С этими словами мужчина, ловко вывернувшись из-под стискивавшей его плечо руки человека в мантии, метнулся к стоявшему в глубине комнаты старинному роялю с украшенными замысловатой резьбой ножками и подставкой для нот. Огоньки свечей в тяжелых серебряных подсвечниках, установленных на крышке рояля, вздрогнули и заколыхались от его рывка. А мужчина, взмахнув белыми рукавами, как крыльями, ударил по клавишам, заиграл «Турецкий марш» Моцарта. И из-под его быстрых ловких пальцев полетели, понеслись вскачь звуки такие задиристые, звонкие, звенящие каким-то совсем уж отчаянным, безумным весельем, что мало кто из гостей удержался и в ту же минуту снова не пустился в пляс.

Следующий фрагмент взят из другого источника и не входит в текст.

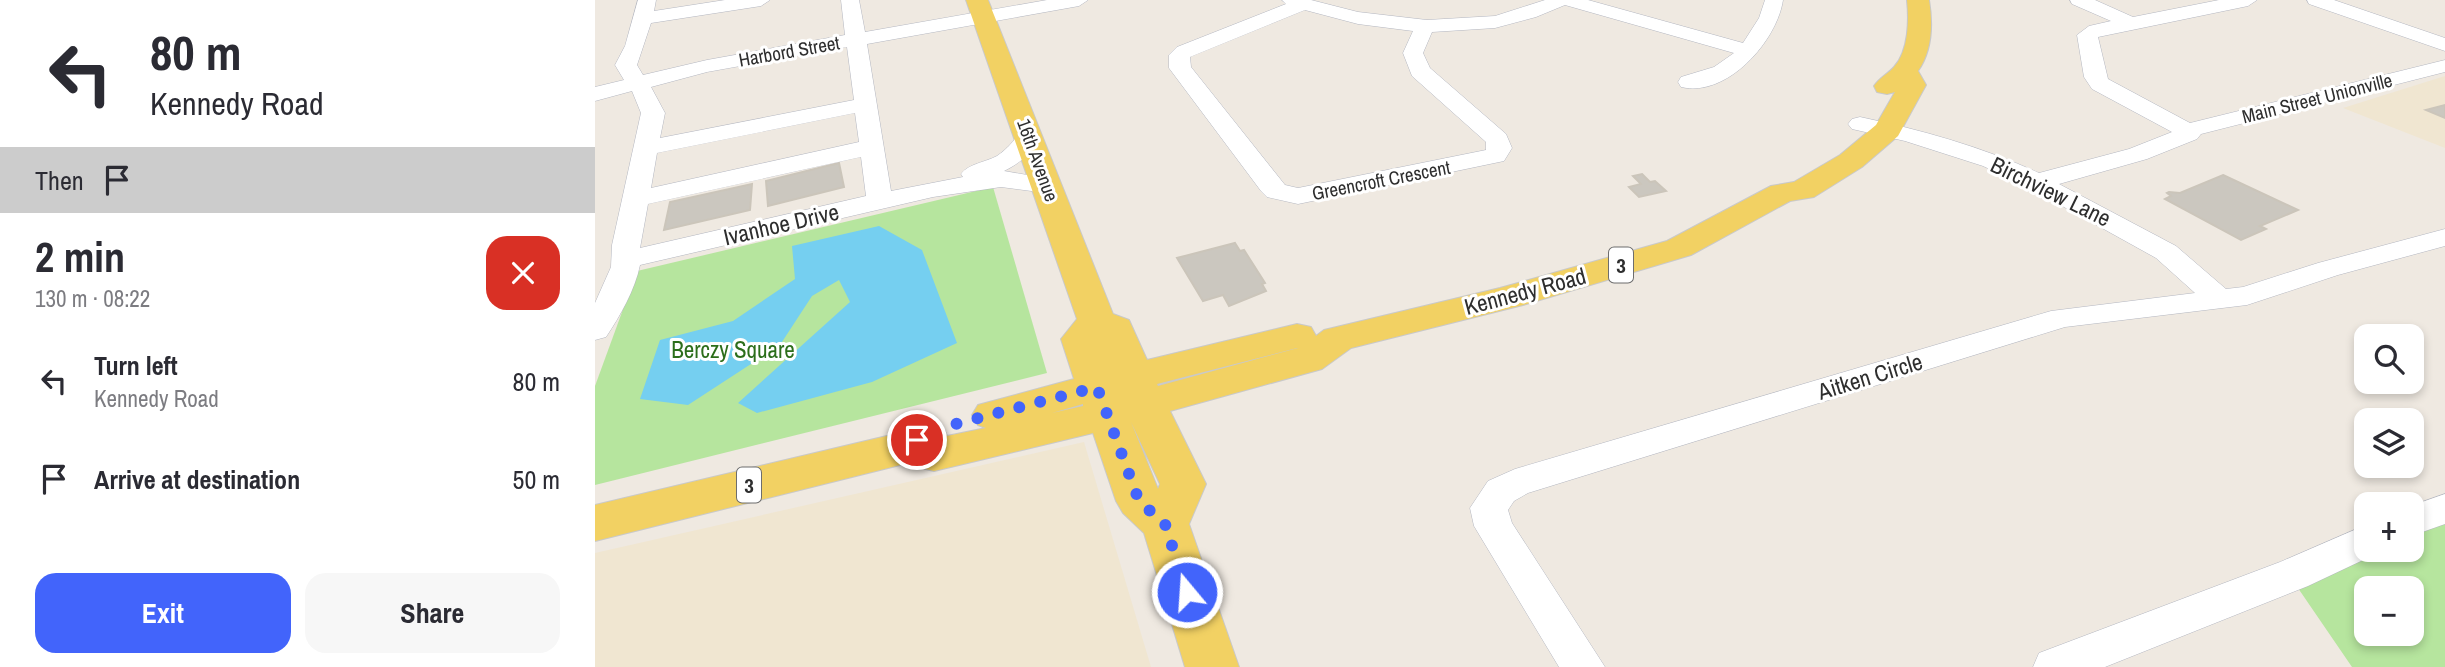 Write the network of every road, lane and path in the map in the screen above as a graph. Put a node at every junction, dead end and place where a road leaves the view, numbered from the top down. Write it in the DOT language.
graph roads {
  1 [pos="761,0"];
  2 [pos="850,0"];
  3 [pos="1079,0"];
  4 [pos="1561,0"];
  5 [pos="1567,0"];
  6 [pos="1774,0"];
  7 [pos="1918,0"];
  8 [pos="2079,0"];
  9 [pos="2248,0"];
  10 [pos="2316,0"];
  11 [pos="1298,2"];
  12 [pos="981,8"];
  13 [pos="644,10"];
  14 [pos="2131,23"];
  15 [pos="1425,26"];
  16 [pos="857,39"];
  17 [pos="2445,45"];
  18 [pos="1748,51"];
  19 [pos="2445,66"];
  20 [pos="1689,82"];
  21 [pos="636,84"];
  22 [pos="595,94"];
  23 [pos="866,104"];
  24 [pos="1874,127"];
  25 [pos="2189,130"];
  26 [pos="1029,136"];
  27 [pos="871,147"];
  28 [pos="645,148"];
  29 [pos="2037,182"];
  30 [pos="1047,185"];
  31 [pos="933,189"];
  32 [pos="635,199"];
  33 [pos="880,201"];
  34 [pos="2445,237"];
  35 [pos="629,259"];
  36 [pos="2220,300"];
  37 [pos="595,330"];
  38 [pos="1121,395"];
  39 [pos="2445,509"];
  40 [pos="2424,516"];
  41 [pos="595,523"];
  42 [pos="2354,546"];
  43 [pos="1212,667"];
  44 [pos="1583,667"];
  45 [pos="2055,667"];
  1 -- 13 [label="street"];
  2 -- 16 [label="street"];
  3 -- 12 [label="street, Harbord Street"];
  4 -- 15 [label="street"];
  5 -- 18 [label="street"];
  6 -- 18 [label="street"];
  7 -- 24 [label="main road, Kennedy Road / 3"];
  8 -- 14 [label="street"];
  9 -- 14 [label="street"];
  10 -- 17 [label="street"];
  11 -- 15 [label="street"];
  11 -- 15 [label="street, Greencroft Crescent"];
  12 -- 16 [label="street, Harbord Street"];
  12 -- 26 [label="main road, 16th Avenue"];
  13 -- 21 [label="street"];
  14 -- 25 [label="street"];
  16 -- 21 [label="street, Harbord Street"];
  16 -- 23 [label="street"];
  18 -- 20 [label="street"];
  19 -- 25 [label="street, Main Street Unionville"];
  21 -- 22 [label="street, Harbord Street"];
  21 -- 28 [label="street"];
  23 -- 27 [label="street"];
  23 -- 28 [label="street"];
  24 -- 29 [label="street, Birchview Lane"];
  24 -- 38 [label="main road, Kennedy Road / 3"];
  25 -- 29 [label="street, Main Street Unionville"];
  26 -- 30 [label="main road, 16th Avenue"];
  26 -- 31 [label="street, Ivanhoe Drive"];
  27 -- 32 [label="street"];
  27 -- 33 [label="street"];
  28 -- 32 [label="street"];
  29 -- 36 [label="street, Birchview Lane"];
  30 -- 31 [label="street, Ivanhoe Drive"];
  30 -- 38 [label="main road, 16th Avenue"];
  31 -- 33 [label="street, Ivanhoe Drive"];
  32 -- 35 [label="street"];
  33 -- 35 [label="street, Ivanhoe Drive"];
  34 -- 36 [label="street, Aitken Circle"];
  35 -- 37 [label="street"];
  36 -- 44 [label="street, Aitken Circle"];
  38 -- 41 [label="main road, Kennedy Road / 3"];
  38 -- 43 [label="main road, 16th Avenue"];
  39 -- 40 [label="street"];
  42 -- 45 [label="street"];
}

Лакей в костюме Пьеро приглушил свет под потолком, и по зале заметались, закружились тени, смутные силуэты, мерцающие одеяния. Завертелись в бешеной пляске локоны, шали, маски, бабочки, перчатки, веера, треуголки и длинные накладные носы.
Кто-то обвил руками талию женщины в серебристом платье, закружил ее в танце. И она не заметила, как смолкли звуки рояля и снова грянул оркестр. Мелькнул в толпе утиный профиль длинного, словно принюхивающийся к здешним кружащим голову ароматам. Проплыли мимо смоляные кудри восточной красавицы. Запестрели разноцветные ромбы на костюмах ловко уворачивающихся от танцующих арлекинов с подносами.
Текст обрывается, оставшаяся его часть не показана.